Conozco a Fernando desde hace la friolera de casi cuarenta años, desde cuando fuimos compañeros de la carrera en la Facultad de Filosofía y Letras de la UNAM, y desde entonces se fraguaron una estrecha amistad y una complicidad literaria nacidas tras una compacta cofradía de apasionados lectores que contribuyó a formarnos. Uno de los personajes centrales en Almas flexibles, por cuanto ha representado la figura de su padre, el Arqui Fernández —como le llamamos— aparece aquí de cuerpo entero, y mi sincero aprecio por él se ha acrecentado tras el hondo retrato que Fernando nos ofrece, con una sabiduría y una entereza admirables frente a la adversidad que consigo ha traído el paso implacable de los años. Los otros gravitan en mayor o menor medida en esta especie de ascenso dantesco, como su madre y sus hermanos, o su joven y sabio doctor Benjamín Valente-Acosta, o Sasha Sokol y Alejandro Soberón que generosamente acompañaron su proceso, o la no menos pródiga Vicki Clay, o la querida Álber que ayudaba a la familia Chicurel y tuvo un destino más trágico, o su amada y no menos sabia gatita Madrina.

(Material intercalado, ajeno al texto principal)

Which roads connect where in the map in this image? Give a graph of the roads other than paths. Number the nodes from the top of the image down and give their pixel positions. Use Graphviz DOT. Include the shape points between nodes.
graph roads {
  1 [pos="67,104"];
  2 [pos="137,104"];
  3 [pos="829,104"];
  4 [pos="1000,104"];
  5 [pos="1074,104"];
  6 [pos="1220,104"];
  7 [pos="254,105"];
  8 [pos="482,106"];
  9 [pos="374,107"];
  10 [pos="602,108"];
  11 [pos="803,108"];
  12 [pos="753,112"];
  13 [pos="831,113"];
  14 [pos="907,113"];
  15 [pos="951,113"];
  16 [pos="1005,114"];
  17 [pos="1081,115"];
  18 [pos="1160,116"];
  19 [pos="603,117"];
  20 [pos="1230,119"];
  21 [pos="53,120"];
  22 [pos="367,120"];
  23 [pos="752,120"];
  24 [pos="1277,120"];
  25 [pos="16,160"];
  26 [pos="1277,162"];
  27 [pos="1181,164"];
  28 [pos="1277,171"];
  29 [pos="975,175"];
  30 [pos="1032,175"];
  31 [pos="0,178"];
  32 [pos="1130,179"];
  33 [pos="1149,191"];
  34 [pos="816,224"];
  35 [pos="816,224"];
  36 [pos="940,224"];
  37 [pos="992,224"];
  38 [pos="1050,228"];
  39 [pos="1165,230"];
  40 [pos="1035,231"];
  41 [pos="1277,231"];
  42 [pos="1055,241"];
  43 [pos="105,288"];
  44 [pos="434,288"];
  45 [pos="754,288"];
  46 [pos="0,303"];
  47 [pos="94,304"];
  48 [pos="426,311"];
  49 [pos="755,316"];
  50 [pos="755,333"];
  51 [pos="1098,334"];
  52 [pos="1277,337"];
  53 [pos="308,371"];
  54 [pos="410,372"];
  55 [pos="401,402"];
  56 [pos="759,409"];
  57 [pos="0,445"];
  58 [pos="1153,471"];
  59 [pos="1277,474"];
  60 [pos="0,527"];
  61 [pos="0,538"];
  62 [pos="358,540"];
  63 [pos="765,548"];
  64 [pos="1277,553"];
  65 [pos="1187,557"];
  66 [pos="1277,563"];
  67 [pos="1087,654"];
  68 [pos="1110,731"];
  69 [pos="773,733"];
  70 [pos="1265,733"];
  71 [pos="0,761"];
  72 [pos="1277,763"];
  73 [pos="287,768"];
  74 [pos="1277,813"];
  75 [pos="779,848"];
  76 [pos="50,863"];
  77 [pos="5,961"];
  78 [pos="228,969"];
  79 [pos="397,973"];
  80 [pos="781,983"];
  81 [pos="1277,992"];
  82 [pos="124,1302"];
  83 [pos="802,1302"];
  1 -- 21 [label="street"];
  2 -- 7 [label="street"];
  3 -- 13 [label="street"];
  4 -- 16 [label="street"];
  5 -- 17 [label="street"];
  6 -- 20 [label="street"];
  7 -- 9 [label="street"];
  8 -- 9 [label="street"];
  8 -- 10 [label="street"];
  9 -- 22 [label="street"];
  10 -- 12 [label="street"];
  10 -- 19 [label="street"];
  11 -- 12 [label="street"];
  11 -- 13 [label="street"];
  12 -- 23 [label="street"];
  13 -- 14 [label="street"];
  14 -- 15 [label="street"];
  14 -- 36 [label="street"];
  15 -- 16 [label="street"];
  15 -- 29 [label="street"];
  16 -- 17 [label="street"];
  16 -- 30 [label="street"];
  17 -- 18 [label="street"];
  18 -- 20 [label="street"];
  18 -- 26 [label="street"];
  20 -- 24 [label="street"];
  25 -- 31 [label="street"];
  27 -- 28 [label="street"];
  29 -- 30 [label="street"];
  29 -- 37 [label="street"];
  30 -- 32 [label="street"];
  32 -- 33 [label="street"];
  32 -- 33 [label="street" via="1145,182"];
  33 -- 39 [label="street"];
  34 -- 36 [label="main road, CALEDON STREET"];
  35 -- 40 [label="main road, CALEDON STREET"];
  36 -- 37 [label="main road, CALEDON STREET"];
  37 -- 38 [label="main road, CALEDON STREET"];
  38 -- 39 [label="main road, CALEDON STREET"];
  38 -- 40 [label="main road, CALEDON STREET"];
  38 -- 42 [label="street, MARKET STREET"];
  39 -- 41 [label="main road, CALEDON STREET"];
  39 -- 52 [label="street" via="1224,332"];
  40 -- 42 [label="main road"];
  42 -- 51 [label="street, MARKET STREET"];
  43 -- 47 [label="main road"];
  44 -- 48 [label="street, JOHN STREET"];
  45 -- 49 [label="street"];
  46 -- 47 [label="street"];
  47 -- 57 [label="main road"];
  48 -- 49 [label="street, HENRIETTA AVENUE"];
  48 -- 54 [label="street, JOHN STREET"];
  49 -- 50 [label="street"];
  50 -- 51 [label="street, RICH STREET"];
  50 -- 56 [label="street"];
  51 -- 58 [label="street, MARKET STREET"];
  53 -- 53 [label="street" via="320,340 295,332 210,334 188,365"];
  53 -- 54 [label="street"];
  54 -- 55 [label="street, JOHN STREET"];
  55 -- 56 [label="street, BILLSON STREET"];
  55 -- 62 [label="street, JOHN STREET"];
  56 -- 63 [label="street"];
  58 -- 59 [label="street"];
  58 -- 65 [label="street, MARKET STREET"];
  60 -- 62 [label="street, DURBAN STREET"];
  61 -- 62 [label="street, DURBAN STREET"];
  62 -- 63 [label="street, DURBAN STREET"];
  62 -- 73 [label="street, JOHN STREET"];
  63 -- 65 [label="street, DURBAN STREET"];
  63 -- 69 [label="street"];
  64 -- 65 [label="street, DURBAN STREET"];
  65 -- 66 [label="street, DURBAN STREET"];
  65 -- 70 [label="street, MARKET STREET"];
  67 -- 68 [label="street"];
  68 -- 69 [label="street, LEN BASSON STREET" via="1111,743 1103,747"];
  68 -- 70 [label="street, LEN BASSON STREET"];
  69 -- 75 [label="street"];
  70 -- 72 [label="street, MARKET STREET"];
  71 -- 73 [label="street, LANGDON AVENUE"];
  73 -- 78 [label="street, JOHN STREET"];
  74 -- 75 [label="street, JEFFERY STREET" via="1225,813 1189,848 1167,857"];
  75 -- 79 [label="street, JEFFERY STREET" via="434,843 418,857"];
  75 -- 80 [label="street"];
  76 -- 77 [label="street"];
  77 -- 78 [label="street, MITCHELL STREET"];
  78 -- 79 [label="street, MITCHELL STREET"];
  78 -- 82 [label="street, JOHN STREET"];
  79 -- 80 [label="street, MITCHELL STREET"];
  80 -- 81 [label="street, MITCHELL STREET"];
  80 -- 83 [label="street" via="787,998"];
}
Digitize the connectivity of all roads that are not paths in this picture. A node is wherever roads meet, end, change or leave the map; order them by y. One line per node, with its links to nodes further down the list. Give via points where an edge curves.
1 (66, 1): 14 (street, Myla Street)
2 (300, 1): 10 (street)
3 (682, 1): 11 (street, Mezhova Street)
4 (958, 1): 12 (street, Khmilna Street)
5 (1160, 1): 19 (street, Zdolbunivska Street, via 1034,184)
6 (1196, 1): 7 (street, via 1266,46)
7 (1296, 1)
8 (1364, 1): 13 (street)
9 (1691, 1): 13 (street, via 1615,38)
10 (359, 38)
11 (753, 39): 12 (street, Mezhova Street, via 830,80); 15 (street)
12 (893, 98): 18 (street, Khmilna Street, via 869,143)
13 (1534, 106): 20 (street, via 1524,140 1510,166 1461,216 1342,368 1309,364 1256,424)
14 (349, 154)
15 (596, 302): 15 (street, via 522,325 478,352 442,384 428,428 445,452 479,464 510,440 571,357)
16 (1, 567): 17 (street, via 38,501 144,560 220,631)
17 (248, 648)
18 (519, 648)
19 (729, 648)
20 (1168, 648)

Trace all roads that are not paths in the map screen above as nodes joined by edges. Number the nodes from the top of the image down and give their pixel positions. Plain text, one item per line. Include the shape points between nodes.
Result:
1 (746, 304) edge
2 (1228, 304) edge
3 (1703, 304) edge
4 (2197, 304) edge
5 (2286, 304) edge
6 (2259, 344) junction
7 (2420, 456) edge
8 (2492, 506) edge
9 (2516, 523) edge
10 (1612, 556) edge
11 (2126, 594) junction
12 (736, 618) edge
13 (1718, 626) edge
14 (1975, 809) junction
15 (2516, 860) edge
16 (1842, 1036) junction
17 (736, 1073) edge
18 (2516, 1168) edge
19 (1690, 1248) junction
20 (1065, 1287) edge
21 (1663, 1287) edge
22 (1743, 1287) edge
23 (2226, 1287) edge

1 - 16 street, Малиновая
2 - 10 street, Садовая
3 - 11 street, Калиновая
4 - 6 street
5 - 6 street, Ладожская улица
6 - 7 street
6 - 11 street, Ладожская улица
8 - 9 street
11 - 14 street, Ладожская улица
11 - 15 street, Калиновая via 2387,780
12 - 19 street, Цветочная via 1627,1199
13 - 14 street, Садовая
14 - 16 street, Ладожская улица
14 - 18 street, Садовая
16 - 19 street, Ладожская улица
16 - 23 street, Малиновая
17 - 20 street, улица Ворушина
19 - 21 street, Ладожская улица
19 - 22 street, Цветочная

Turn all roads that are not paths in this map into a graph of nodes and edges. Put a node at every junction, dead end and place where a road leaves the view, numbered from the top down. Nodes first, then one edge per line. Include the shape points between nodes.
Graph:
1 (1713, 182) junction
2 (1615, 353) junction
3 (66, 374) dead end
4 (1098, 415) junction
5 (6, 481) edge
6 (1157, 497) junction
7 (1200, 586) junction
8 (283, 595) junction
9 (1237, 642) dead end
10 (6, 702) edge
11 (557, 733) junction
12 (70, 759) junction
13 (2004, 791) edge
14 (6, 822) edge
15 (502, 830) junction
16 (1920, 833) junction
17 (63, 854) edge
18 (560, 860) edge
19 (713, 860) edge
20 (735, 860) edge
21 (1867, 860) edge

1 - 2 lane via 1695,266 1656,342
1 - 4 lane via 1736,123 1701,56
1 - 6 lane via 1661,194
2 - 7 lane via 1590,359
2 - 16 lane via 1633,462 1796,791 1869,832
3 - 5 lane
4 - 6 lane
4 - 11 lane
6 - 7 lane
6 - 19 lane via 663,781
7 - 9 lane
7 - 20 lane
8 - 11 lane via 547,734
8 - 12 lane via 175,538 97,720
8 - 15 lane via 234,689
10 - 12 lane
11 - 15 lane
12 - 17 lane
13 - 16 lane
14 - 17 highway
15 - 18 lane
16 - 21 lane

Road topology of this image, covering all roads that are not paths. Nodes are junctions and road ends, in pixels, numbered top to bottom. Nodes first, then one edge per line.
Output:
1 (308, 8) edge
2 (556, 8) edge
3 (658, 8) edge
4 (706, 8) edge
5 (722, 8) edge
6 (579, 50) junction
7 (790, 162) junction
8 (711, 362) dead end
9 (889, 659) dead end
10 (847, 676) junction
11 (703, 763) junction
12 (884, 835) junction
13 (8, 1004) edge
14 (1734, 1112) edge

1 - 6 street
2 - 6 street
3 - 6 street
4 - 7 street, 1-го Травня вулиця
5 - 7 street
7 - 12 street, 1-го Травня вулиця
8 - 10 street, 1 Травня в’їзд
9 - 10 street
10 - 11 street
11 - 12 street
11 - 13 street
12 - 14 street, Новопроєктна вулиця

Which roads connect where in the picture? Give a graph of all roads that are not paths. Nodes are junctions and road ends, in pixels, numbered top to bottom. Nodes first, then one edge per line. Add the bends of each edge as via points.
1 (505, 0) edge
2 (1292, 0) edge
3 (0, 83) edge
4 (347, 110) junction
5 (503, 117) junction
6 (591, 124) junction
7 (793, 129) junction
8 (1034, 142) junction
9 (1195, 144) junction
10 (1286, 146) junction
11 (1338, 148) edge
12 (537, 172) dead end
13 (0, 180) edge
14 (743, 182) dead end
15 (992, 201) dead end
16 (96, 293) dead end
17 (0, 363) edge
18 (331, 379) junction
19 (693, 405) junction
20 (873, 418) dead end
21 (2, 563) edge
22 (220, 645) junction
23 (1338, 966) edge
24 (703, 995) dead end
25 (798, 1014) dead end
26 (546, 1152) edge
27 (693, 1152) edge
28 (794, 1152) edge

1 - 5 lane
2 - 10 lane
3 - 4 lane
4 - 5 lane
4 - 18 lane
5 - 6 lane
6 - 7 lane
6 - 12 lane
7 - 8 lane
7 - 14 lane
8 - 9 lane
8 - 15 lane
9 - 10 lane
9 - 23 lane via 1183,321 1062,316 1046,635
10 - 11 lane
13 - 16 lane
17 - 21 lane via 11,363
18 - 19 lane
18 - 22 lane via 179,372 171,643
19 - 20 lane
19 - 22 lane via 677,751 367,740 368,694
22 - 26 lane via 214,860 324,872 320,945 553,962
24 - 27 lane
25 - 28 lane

En cuanto me enteré por el mismo Fernando de lo que había sufrido casi en el estoicismo, ya a toro pasado y publicado el libro, lo primero que sentí a la distancia, yo en Chihuahua, es no haberlo podido acompañar, porque si bien en estos largos años hemos estado más o menos cerca (menos, por ejemplo, en la prolongada temporada que pasó en Asturias tras las huellas de sus antepasados para la construcción de Oriundos), mi cariño y mi admiración se han mantenido incólumes. Pero su decisión de vivir esta auténtica pesadilla en solitario la he comprendido, porque creo que yo habría hecho lo mismo, blindándome lo más posible y sin alterar innecesariamente a mis seres queridos. En este sentido, Almas flexibles resulta ser ejemplo de sorprendentes ecuanimidad y juicio reflexivos, describiéndonos incluso los olores y sabores ásperos que en él se detonaron contradiciendo el lugar común de pérdida del olfato y el gusto, y esta virtud se acrecienta si caemos en cuenta, como también expresa el mismo autor, que no ha pasado el tiempo suficiente para analizar los hechos con la perspectiva que sólo la distancia necesaria con respecto a los mismos proporciona.

Acopio de saberes múltiples (es ya, por ejemplo, uno de nuestros mayores especialistas en torno a nuestro eterno poeta joven Ramón López Velarde, de quien este año se conmemora su centenario luctuoso y en lo cual trabajaba cuando lo atrapó el virus SARS-CoV-2, el 31 de mayo del 2020), Fernando nos regala una muy bella y detallada elucidación del famoso y más bien atípico Septeto o Septimino en Mi bemol mayor, opus 20, de un Ludwig van Beethoven todavía en su primer periodo clásico, porque ambos compartimos de igual modo esta otra no menos sanadora querencia (al igual que con nuestro querido Sergio Vela, a quien por él conocí desde esos años juveniles), el lenguaje universal por antonomasia del que bien escribió Nietzsche a su confesor Peter Gast, convirtiéndose en una de sus más exactas definiciones: “La vida sin la música es sencillamente un error, una fatiga, un exilio”.

Por lo demás, Almas flexibles, de Fernando Fernández, tiene la cualidad superior de ser uno de esos libros que nos atrapan y se dejan leer de principio a fin sin pausa, más allá de constituir una pertinente e invaluable enseñanza en medio de este abrumador parteaguas que pareciera haber metido a la humanidad en un oscuro y absorbente remolino del que sabe Dios cuándo logremos salir definitivamente.